▸ Task item:
Word for word, restate the records that come after this.

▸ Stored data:
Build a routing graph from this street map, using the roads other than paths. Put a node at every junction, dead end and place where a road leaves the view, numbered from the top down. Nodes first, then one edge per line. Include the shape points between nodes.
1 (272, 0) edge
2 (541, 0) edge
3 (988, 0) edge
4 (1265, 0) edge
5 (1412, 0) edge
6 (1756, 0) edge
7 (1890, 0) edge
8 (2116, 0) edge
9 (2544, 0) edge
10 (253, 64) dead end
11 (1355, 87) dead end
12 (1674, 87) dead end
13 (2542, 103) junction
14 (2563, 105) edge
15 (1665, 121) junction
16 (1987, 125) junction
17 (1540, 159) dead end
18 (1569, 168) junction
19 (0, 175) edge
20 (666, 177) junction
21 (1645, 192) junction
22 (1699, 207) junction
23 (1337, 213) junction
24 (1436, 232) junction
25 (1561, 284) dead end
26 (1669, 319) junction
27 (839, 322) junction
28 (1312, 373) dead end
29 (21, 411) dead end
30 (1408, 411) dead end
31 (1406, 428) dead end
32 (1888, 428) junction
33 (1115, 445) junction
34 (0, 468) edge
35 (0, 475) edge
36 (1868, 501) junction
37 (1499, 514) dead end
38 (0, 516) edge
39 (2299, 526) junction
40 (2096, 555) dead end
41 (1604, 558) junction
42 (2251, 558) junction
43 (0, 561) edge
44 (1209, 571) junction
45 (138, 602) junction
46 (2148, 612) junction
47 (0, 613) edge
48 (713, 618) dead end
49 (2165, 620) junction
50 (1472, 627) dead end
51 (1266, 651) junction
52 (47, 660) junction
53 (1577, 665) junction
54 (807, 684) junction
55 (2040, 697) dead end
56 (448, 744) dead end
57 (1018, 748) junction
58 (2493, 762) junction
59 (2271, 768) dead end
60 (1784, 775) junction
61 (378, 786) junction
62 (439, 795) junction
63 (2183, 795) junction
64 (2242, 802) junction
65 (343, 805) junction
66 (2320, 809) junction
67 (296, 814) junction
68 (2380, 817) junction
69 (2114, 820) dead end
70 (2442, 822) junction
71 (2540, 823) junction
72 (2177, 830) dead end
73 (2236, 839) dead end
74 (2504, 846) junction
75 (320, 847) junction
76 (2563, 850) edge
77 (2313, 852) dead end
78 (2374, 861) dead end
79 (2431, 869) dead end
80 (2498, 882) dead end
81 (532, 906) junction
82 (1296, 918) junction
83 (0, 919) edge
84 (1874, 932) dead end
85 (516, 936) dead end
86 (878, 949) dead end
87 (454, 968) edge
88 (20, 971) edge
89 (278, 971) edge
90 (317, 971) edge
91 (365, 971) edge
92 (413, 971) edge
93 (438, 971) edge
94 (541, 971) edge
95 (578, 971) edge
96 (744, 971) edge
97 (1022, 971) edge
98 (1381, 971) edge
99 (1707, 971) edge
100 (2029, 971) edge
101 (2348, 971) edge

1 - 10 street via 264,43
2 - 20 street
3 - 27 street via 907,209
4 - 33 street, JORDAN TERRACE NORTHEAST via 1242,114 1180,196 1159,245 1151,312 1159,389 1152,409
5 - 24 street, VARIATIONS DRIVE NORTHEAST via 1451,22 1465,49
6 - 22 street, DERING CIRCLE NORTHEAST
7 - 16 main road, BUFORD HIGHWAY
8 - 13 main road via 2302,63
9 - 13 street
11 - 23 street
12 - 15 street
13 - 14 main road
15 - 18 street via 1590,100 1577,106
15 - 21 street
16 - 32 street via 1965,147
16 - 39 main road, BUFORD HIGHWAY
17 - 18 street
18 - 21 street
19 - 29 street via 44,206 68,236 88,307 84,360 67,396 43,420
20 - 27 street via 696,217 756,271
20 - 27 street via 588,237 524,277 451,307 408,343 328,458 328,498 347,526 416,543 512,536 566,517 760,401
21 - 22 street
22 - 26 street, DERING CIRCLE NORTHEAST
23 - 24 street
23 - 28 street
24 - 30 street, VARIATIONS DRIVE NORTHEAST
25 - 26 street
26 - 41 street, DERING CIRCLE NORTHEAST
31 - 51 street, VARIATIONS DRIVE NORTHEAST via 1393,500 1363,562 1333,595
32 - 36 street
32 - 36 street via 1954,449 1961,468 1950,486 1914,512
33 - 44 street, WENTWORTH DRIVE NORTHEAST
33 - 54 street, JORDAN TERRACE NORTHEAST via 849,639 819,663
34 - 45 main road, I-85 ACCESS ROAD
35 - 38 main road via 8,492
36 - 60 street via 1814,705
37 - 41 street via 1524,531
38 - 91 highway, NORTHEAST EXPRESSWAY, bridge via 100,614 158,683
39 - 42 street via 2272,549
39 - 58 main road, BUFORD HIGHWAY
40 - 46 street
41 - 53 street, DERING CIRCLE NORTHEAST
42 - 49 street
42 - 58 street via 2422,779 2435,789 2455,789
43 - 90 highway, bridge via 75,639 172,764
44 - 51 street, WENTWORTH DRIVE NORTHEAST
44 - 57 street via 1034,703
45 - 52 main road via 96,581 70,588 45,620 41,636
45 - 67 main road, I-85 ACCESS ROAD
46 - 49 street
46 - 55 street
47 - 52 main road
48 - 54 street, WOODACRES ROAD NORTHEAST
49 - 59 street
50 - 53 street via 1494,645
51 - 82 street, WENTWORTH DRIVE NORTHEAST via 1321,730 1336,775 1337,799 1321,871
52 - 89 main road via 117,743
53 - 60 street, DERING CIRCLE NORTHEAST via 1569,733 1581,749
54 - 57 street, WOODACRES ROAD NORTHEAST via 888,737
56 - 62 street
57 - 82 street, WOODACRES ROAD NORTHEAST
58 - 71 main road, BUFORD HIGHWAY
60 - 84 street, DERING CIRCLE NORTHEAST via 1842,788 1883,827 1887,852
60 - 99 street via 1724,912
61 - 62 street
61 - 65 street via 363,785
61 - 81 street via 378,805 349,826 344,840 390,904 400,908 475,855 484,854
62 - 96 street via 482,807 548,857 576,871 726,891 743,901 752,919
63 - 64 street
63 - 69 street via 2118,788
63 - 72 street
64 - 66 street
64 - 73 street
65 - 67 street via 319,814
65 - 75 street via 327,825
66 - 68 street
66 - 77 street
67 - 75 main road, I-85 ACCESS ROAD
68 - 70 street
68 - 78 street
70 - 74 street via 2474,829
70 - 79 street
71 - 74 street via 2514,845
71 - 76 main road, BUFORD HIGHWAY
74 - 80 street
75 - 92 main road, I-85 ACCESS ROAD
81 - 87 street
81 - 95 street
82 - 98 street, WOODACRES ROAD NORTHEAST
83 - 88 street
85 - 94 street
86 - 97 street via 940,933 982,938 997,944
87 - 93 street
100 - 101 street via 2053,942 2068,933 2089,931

▸ Response below:
Build a routing graph from this street map, using the roads other than paths. Put a node at every junction, dead end and place where a road leaves the view, numbered from the top down. Nodes first, then one edge per line. Include the shape points between nodes.
1 (272, 0) edge
2 (541, 0) edge
3 (988, 0) edge
4 (1265, 0) edge
5 (1412, 0) edge
6 (1756, 0) edge
7 (1890, 0) edge
8 (2116, 0) edge
9 (2544, 0) edge
10 (253, 64) dead end
11 (1355, 87) dead end
12 (1674, 87) dead end
13 (2542, 103) junction
14 (2563, 105) edge
15 (1665, 121) junction
16 (1987, 125) junction
17 (1540, 159) dead end
18 (1569, 168) junction
19 (0, 175) edge
20 (666, 177) junction
21 (1645, 192) junction
22 (1699, 207) junction
23 (1337, 213) junction
24 (1436, 232) junction
25 (1561, 284) dead end
26 (1669, 319) junction
27 (839, 322) junction
28 (1312, 373) dead end
29 (21, 411) dead end
30 (1408, 411) dead end
31 (1406, 428) dead end
32 (1888, 428) junction
33 (1115, 445) junction
34 (0, 468) edge
35 (0, 475) edge
36 (1868, 501) junction
37 (1499, 514) dead end
38 (0, 516) edge
39 (2299, 526) junction
40 (2096, 555) dead end
41 (1604, 558) junction
42 (2251, 558) junction
43 (0, 561) edge
44 (1209, 571) junction
45 (138, 602) junction
46 (2148, 612) junction
47 (0, 613) edge
48 (713, 618) dead end
49 (2165, 620) junction
50 (1472, 627) dead end
51 (1266, 651) junction
52 (47, 660) junction
53 (1577, 665) junction
54 (807, 684) junction
55 (2040, 697) dead end
56 (448, 744) dead end
57 (1018, 748) junction
58 (2493, 762) junction
59 (2271, 768) dead end
60 (1784, 775) junction
61 (378, 786) junction
62 (439, 795) junction
63 (2183, 795) junction
64 (2242, 802) junction
65 (343, 805) junction
66 (2320, 809) junction
67 (296, 814) junction
68 (2380, 817) junction
69 (2114, 820) dead end
70 (2442, 822) junction
71 (2540, 823) junction
72 (2177, 830) dead end
73 (2236, 839) dead end
74 (2504, 846) junction
75 (320, 847) junction
76 (2563, 850) edge
77 (2313, 852) dead end
78 (2374, 861) dead end
79 (2431, 869) dead end
80 (2498, 882) dead end
81 (532, 906) junction
82 (1296, 918) junction
83 (0, 919) edge
84 (1874, 932) dead end
85 (516, 936) dead end
86 (878, 949) dead end
87 (454, 968) edge
88 (20, 971) edge
89 (278, 971) edge
90 (317, 971) edge
91 (365, 971) edge
92 (413, 971) edge
93 (438, 971) edge
94 (541, 971) edge
95 (578, 971) edge
96 (744, 971) edge
97 (1022, 971) edge
98 (1381, 971) edge
99 (1707, 971) edge
100 (2029, 971) edge
101 (2348, 971) edge

1 - 10 street via 264,43
2 - 20 street
3 - 27 street via 907,209
4 - 33 street, JORDAN TERRACE NORTHEAST via 1242,114 1180,196 1159,245 1151,312 1159,389 1152,409
5 - 24 street, VARIATIONS DRIVE NORTHEAST via 1451,22 1465,49
6 - 22 street, DERING CIRCLE NORTHEAST
7 - 16 main road, BUFORD HIGHWAY
8 - 13 main road via 2302,63
9 - 13 street
11 - 23 street
12 - 15 street
13 - 14 main road
15 - 18 street via 1590,100 1577,106
15 - 21 street
16 - 32 street via 1965,147
16 - 39 main road, BUFORD HIGHWAY
17 - 18 street
18 - 21 street
19 - 29 street via 44,206 68,236 88,307 84,360 67,396 43,420
20 - 27 street via 696,217 756,271
20 - 27 street via 588,237 524,277 451,307 408,343 328,458 328,498 347,526 416,543 512,536 566,517 760,401
21 - 22 street
22 - 26 street, DERING CIRCLE NORTHEAST
23 - 24 street
23 - 28 street
24 - 30 street, VARIATIONS DRIVE NORTHEAST
25 - 26 street
26 - 41 street, DERING CIRCLE NORTHEAST
31 - 51 street, VARIATIONS DRIVE NORTHEAST via 1393,500 1363,562 1333,595
32 - 36 street
32 - 36 street via 1954,449 1961,468 1950,486 1914,512
33 - 44 street, WENTWORTH DRIVE NORTHEAST
33 - 54 street, JORDAN TERRACE NORTHEAST via 849,639 819,663
34 - 45 main road, I-85 ACCESS ROAD
35 - 38 main road via 8,492
36 - 60 street via 1814,705
37 - 41 street via 1524,531
38 - 91 highway, NORTHEAST EXPRESSWAY, bridge via 100,614 158,683
39 - 42 street via 2272,549
39 - 58 main road, BUFORD HIGHWAY
40 - 46 street
41 - 53 street, DERING CIRCLE NORTHEAST
42 - 49 street
42 - 58 street via 2422,779 2435,789 2455,789
43 - 90 highway, bridge via 75,639 172,764
44 - 51 street, WENTWORTH DRIVE NORTHEAST
44 - 57 street via 1034,703
45 - 52 main road via 96,581 70,588 45,620 41,636
45 - 67 main road, I-85 ACCESS ROAD
46 - 49 street
46 - 55 street
47 - 52 main road
48 - 54 street, WOODACRES ROAD NORTHEAST
49 - 59 street
50 - 53 street via 1494,645
51 - 82 street, WENTWORTH DRIVE NORTHEAST via 1321,730 1336,775 1337,799 1321,871
52 - 89 main road via 117,743
53 - 60 street, DERING CIRCLE NORTHEAST via 1569,733 1581,749
54 - 57 street, WOODACRES ROAD NORTHEAST via 888,737
56 - 62 street
57 - 82 street, WOODACRES ROAD NORTHEAST
58 - 71 main road, BUFORD HIGHWAY
60 - 84 street, DERING CIRCLE NORTHEAST via 1842,788 1883,827 1887,852
60 - 99 street via 1724,912
61 - 62 street
61 - 65 street via 363,785
61 - 81 street via 378,805 349,826 344,840 390,904 400,908 475,855 484,854
62 - 96 street via 482,807 548,857 576,871 726,891 743,901 752,919
63 - 64 street
63 - 69 street via 2118,788
63 - 72 street
64 - 66 street
64 - 73 street
65 - 67 street via 319,814
65 - 75 street via 327,825
66 - 68 street
66 - 77 street
67 - 75 main road, I-85 ACCESS ROAD
68 - 70 street
68 - 78 street
70 - 74 street via 2474,829
70 - 79 street
71 - 74 street via 2514,845
71 - 76 main road, BUFORD HIGHWAY
74 - 80 street
75 - 92 main road, I-85 ACCESS ROAD
81 - 87 street
81 - 95 street
82 - 98 street, WOODACRES ROAD NORTHEAST
83 - 88 street
85 - 94 street
86 - 97 street via 940,933 982,938 997,944
87 - 93 street
100 - 101 street via 2053,942 2068,933 2089,931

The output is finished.